27 答へて曰へり、我已に爾等に言へり、而して爾等聽かざりき、何ぞ復聞かんと欲する、豈爾等も彼の門徒と爲らんと欲するか。
28 彼等之を詬りて曰へり、爾は其門徒、我等はモイセイの門徒なり。
29 我等は神がモイセイに語りしを知る、然れども斯の人の奚れよりするを知らず。
30 其人答へて彼等に謂へり、此は奇しき事なり、爾等は彼の奚よりするを知らず、然るに彼は我が目を啓きたり。
31 我等は神が罪人に聽かざるを知る、然れども若し人神を敬ひ、其旨を行はば、斯の人に聽く。
32 世の始より以來、未だ人の生ながら瞽なる者の目を啓きしを聞かざりき。
33 若し、斯の人神よりせしに非ずば、何事をも行ふを得ざりしならん。
34 彼等之に答へて曰へり、爾は全く罪の中に生れたり、而して爾我等を教ふるか。遂に彼を外に逐ひ出せり。
35 イイススは其彼を逐ひ出だししを聞きて、彼に遇ひて曰へり、爾神の子を信ずるか。
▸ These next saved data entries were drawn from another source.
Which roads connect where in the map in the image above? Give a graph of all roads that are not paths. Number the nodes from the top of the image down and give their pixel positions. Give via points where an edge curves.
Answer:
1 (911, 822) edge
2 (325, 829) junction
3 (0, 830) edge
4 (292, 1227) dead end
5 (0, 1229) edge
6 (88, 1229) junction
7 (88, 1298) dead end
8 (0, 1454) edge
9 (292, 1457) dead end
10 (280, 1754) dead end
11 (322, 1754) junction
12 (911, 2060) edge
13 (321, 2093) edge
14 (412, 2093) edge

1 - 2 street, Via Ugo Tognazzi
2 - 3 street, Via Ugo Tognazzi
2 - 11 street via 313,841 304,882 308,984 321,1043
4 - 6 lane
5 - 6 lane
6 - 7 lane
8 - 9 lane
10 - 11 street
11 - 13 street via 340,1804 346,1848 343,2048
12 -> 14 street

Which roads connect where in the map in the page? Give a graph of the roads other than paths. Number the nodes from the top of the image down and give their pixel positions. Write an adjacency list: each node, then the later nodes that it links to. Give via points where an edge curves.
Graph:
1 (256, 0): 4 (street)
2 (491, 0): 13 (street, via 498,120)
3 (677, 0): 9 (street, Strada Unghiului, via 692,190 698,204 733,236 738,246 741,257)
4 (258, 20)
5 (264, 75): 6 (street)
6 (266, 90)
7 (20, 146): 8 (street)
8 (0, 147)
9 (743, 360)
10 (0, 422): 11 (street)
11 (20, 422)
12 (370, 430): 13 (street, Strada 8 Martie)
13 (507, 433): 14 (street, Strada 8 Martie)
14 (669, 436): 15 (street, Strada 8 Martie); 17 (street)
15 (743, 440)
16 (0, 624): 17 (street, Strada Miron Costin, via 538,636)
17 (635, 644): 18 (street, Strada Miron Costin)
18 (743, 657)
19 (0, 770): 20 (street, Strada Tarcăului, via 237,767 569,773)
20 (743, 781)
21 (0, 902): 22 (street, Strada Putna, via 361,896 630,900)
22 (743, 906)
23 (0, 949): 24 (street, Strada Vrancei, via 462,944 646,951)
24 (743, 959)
36 彼答へて曰へり、主よ、是れ誰なるか、我が彼を信ぜん爲なり。
37 イイスス之に謂へり、爾已に彼を見たり、且爾と語る者は是なり。
38 彼曰へり、主よ、我信ず、乃彼を拜せり。
39 イイスス曰へり、我審判の爲に世に來れり、見ざる者は見、見る者は瞽と爲らん爲なり。
40 彼と偕に在りしファリセイ等の中の或者之を聞きて、彼に謂へり、豈我等も瞽なるか。
41 イイスス彼等に謂へり、爾等若し瞽ならば、罪なからん、然れども今爾等は我等見ると言ふに因りて、爾等の罪尚存す。